(Collected data entries)
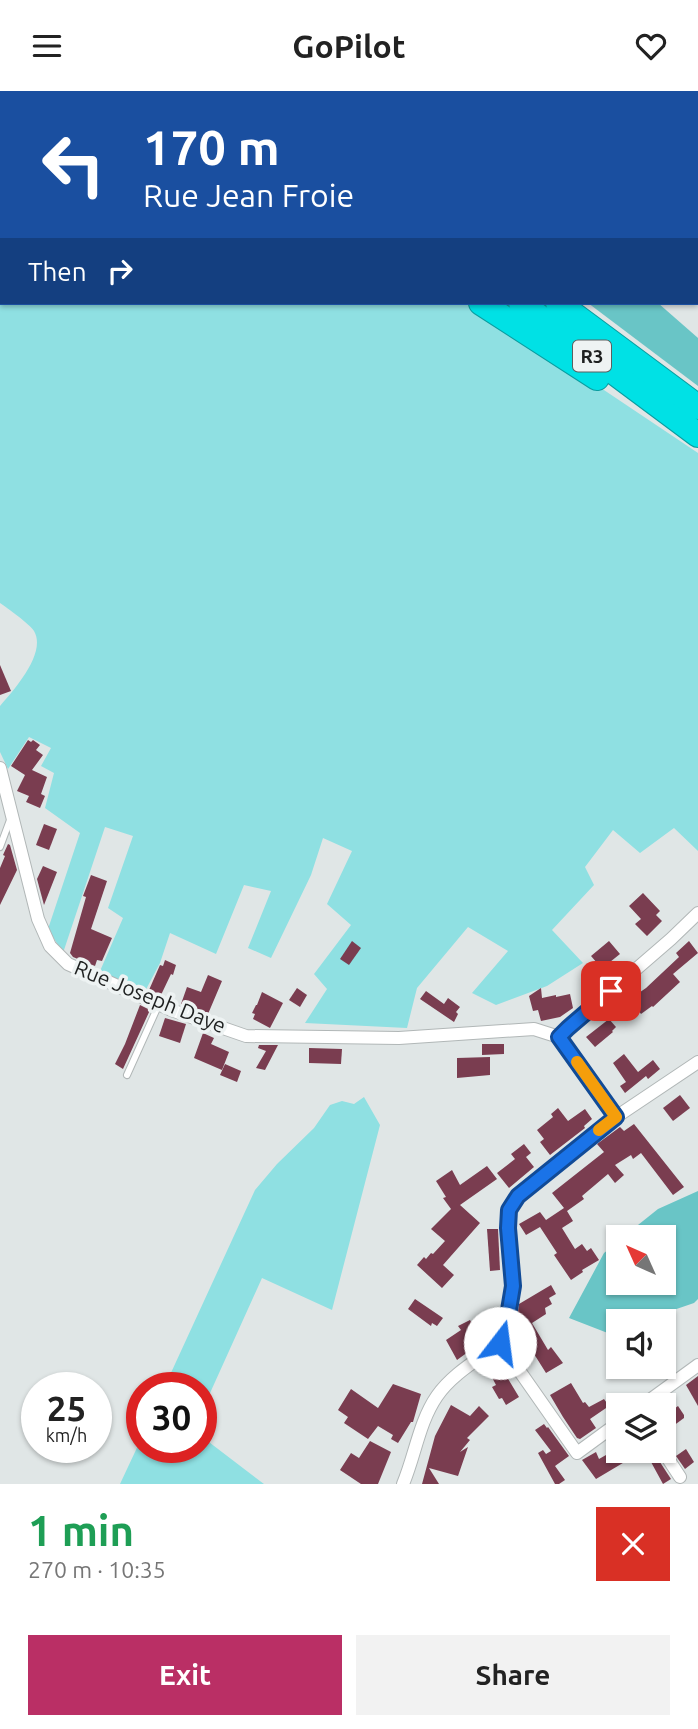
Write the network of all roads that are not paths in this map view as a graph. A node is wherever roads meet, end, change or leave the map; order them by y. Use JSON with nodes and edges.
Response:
{"nodes":[{"id":1,"x":484,"y":305,"type":"edge"},
{"id":2,"x":524,"y":305,"type":"edge"},
{"id":3,"x":561,"y":305,"type":"edge"},
{"id":4,"x":698,"y":407,"type":"edge"},
{"id":5,"x":663,"y":409,"type":"junction"},
{"id":6,"x":698,"y":435,"type":"edge"},
{"id":7,"x":0,"y":768,"type":"edge"},
{"id":8,"x":12,"y":815,"type":"junction"},
{"id":9,"x":0,"y":847,"type":"edge"},
{"id":10,"x":698,"y":913,"type":"edge"},
{"id":11,"x":159,"y":1005,"type":"junction"},
{"id":12,"x":559,"y":1037,"type":"junction"},
{"id":13,"x":698,"y":1062,"type":"edge"},
{"id":14,"x":127,"y":1075,"type":"dead end"},
{"id":15,"x":616,"y":1117,"type":"junction"},
{"id":16,"x":500,"y":1343,"type":"junction"},
{"id":17,"x":698,"y":1365,"type":"edge"},
{"id":18,"x":660,"y":1393,"type":"edge"},
{"id":19,"x":606,"y":1432,"type":"edge"},
{"id":20,"x":671,"y":1463,"type":"edge"},
{"id":21,"x":680,"y":1477,"type":"dead end"},
{"id":22,"x":403,"y":1484,"type":"edge"}],
"edges":[{"from":1,"to":5,"type":"highway"},
{"from":2,"to":5,"type":"highway","number":"R3"},
{"from":3,"to":4,"type":"highway","number":"R3"},
{"from":5,"to":6,"type":"highway","number":"R3"},
{"from":7,"to":8,"type":"street","name":"Rue Joseph Daye"},
{"from":8,"to":9,"type":"lane"},
{"from":8,"to":11,"type":"street","name":"Rue Joseph Daye"},
{"from":10,"to":12,"type":"street"},
{"from":11,"to":12,"type":"street","name":"Rue Joseph Daye"},
{"from":11,"to":14,"type":"lane"},
{"from":12,"to":15,"type":"street"},
{"from":13,"to":15,"type":"street"},
{"from":15,"to":16,"type":"street"},
{"from":16,"to":19,"type":"street"},
{"from":16,"to":22,"type":"street"},
{"from":17,"to":18,"type":"street"},
{"from":20,"to":21,"type":"street"}]}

EXERCISE OBJECTIVE: Could the entries above be restated word for word, with the pictures left out?

TASK OUTPUT:
Write the network of all roads that are not paths in this map view as a graph. A node is wherever roads meet, end, change or leave the map; order them by y. Use JSON with nodes and edges.
Response:
{"nodes":[{"id":1,"x":484,"y":305,"type":"edge"},
{"id":2,"x":524,"y":305,"type":"edge"},
{"id":3,"x":561,"y":305,"type":"edge"},
{"id":4,"x":698,"y":407,"type":"edge"},
{"id":5,"x":663,"y":409,"type":"junction"},
{"id":6,"x":698,"y":435,"type":"edge"},
{"id":7,"x":0,"y":768,"type":"edge"},
{"id":8,"x":12,"y":815,"type":"junction"},
{"id":9,"x":0,"y":847,"type":"edge"},
{"id":10,"x":698,"y":913,"type":"edge"},
{"id":11,"x":159,"y":1005,"type":"junction"},
{"id":12,"x":559,"y":1037,"type":"junction"},
{"id":13,"x":698,"y":1062,"type":"edge"},
{"id":14,"x":127,"y":1075,"type":"dead end"},
{"id":15,"x":616,"y":1117,"type":"junction"},
{"id":16,"x":500,"y":1343,"type":"junction"},
{"id":17,"x":698,"y":1365,"type":"edge"},
{"id":18,"x":660,"y":1393,"type":"edge"},
{"id":19,"x":606,"y":1432,"type":"edge"},
{"id":20,"x":671,"y":1463,"type":"edge"},
{"id":21,"x":680,"y":1477,"type":"dead end"},
{"id":22,"x":403,"y":1484,"type":"edge"}],
"edges":[{"from":1,"to":5,"type":"highway"},
{"from":2,"to":5,"type":"highway","number":"R3"},
{"from":3,"to":4,"type":"highway","number":"R3"},
{"from":5,"to":6,"type":"highway","number":"R3"},
{"from":7,"to":8,"type":"street","name":"Rue Joseph Daye"},
{"from":8,"to":9,"type":"lane"},
{"from":8,"to":11,"type":"street","name":"Rue Joseph Daye"},
{"from":10,"to":12,"type":"street"},
{"from":11,"to":12,"type":"street","name":"Rue Joseph Daye"},
{"from":11,"to":14,"type":"lane"},
{"from":12,"to":15,"type":"street"},
{"from":13,"to":15,"type":"street"},
{"from":15,"to":16,"type":"street"},
{"from":16,"to":19,"type":"street"},
{"from":16,"to":22,"type":"street"},
{"from":17,"to":18,"type":"street"},
{"from":20,"to":21,"type":"street"}]}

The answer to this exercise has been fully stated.